Finding and downloading images within the Wikipedia Dump
Asked Answered
P

1

7

I'm trying to find a comprehensive list of all images on wikipedia, which I can then filter down to the public domain ones. I've downloaded the SQL dumps from here:

http://dumps.wikimedia.org/enwiki/latest/

And studied the DB schema:

http://upload.wikimedia.org/wikipedia/commons/thumb/4/42/MediaWiki_1.20_%2844edaa2%29_database_schema.svg/2193px-MediaWiki_1.20_%2844edaa2%29_database_schema.svg.png

I think I understand it but when I pick a sample image from a wikipedia page I can't find it anywhere in the dumps.

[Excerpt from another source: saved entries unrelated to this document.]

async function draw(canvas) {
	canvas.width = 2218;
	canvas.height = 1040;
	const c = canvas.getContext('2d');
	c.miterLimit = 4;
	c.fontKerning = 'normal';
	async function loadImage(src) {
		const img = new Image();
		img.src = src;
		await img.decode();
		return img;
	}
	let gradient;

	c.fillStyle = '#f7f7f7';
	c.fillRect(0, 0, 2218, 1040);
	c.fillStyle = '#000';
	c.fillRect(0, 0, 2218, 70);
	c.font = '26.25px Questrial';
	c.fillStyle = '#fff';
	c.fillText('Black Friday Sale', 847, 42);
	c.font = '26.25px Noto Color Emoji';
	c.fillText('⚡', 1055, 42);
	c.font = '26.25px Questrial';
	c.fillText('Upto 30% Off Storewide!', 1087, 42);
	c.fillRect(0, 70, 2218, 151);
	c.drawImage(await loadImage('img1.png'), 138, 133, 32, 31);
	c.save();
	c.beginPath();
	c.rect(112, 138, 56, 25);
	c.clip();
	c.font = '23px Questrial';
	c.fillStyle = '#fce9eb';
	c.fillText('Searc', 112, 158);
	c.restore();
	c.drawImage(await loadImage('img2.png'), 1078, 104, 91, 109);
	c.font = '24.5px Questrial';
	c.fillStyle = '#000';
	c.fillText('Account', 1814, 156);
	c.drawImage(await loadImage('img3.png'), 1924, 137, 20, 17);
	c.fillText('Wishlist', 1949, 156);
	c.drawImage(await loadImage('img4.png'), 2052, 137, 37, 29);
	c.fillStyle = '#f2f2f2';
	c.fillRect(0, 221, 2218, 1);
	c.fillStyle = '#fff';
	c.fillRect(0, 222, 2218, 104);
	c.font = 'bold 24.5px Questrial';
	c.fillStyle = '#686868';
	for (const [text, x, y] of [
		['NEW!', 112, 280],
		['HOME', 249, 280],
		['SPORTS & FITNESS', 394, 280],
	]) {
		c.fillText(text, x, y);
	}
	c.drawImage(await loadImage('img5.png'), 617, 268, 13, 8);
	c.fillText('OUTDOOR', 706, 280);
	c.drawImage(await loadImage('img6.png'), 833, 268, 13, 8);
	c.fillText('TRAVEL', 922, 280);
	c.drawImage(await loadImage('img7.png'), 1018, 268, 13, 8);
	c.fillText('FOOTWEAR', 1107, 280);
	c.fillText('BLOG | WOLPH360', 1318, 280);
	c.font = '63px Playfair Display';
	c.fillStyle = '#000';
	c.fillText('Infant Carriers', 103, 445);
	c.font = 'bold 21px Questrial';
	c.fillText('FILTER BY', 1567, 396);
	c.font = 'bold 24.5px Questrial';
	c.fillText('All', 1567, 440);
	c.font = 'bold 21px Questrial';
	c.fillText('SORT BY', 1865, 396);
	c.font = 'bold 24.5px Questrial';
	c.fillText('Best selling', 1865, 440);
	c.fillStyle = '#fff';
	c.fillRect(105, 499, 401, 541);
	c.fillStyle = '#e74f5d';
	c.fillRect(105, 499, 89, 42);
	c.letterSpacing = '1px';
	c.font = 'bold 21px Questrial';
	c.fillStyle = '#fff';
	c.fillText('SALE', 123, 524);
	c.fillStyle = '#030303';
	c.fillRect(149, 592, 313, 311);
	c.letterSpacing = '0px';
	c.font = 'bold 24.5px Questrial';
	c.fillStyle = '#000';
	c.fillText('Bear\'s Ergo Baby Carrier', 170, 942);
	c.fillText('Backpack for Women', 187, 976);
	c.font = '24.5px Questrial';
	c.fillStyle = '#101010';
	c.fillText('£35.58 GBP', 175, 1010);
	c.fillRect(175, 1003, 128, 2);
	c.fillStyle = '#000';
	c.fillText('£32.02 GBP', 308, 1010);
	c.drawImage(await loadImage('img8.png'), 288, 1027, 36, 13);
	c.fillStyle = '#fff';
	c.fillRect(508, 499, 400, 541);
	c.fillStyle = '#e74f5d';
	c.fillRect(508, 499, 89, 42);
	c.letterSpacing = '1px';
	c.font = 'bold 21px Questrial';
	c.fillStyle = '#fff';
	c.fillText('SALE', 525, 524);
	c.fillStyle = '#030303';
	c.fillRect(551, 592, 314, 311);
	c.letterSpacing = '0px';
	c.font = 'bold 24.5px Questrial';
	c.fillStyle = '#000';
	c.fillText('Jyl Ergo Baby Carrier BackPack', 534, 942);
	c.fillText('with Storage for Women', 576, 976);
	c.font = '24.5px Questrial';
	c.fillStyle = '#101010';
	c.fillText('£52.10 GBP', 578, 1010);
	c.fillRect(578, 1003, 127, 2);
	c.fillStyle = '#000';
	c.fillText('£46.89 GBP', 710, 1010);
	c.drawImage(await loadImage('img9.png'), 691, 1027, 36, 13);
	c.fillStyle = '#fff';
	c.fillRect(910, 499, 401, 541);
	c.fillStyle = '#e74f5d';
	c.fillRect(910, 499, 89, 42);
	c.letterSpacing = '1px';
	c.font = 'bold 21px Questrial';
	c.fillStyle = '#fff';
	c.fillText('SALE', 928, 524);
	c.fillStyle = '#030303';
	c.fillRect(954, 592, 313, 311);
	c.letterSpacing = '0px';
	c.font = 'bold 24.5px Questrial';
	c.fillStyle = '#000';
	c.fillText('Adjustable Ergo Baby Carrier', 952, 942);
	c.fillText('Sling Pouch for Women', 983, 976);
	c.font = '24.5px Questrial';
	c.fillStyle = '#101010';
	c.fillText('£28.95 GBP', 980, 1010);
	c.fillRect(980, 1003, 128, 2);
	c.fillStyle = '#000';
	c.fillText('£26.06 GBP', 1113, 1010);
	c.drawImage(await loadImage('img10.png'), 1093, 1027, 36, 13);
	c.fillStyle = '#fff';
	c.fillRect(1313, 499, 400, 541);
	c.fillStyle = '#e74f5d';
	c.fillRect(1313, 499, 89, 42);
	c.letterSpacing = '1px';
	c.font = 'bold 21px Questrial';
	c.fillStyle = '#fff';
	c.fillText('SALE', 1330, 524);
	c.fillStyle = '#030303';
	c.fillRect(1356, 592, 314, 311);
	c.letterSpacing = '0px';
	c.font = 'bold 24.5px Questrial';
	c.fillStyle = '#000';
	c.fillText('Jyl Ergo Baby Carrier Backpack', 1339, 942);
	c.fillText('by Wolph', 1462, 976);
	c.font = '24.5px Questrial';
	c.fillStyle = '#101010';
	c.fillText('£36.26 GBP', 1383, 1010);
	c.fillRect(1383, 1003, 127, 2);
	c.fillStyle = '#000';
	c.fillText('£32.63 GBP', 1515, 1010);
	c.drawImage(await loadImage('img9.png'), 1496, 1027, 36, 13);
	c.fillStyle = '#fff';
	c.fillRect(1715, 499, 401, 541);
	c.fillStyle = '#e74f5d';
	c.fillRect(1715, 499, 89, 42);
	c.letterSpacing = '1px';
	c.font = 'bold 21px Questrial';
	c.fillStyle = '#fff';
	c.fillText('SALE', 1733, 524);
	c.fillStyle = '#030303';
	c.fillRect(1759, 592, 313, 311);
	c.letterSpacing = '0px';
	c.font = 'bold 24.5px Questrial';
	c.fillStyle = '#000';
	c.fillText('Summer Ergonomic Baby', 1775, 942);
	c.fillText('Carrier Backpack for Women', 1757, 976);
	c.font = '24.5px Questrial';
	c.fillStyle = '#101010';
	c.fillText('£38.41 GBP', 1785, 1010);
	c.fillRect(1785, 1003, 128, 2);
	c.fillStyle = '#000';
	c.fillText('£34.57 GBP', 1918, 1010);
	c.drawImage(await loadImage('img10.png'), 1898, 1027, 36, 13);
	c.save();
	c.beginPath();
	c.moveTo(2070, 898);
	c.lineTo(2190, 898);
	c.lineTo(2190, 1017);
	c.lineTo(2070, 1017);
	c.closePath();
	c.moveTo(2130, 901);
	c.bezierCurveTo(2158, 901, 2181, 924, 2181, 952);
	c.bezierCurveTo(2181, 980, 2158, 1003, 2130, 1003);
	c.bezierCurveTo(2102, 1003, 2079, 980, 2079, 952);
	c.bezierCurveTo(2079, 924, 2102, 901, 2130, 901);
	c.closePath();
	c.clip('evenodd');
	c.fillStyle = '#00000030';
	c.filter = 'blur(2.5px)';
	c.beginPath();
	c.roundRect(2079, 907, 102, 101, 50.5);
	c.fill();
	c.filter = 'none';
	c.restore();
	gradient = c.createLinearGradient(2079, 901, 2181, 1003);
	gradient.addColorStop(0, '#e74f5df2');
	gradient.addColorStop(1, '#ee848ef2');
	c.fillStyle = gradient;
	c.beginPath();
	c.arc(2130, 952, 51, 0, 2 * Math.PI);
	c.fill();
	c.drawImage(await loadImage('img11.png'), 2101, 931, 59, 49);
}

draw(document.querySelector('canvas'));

For example:

http://en.wikipedia.org/wiki/File:Carrizo_2a.JPG

I've done a grep on the dumps 'image', 'imagelinks', and 'page' looking for 'Carrizo_2a.JPG' and it's not found.

Are these dumps not complete? Am I misunderstanding the structure? Is there a better way to do this?

Also, to jump ahead one step: after I have filtered my list down and I want to download a bulk set of images (thousands) I saw some mentions that I need to do this from a mirror of the site to prevent overloading wikipedia/wikimedia. If has any guidance on this too, that would be helpful.

Pallet answered 5/4, 2013 at 21:50 Comment(1)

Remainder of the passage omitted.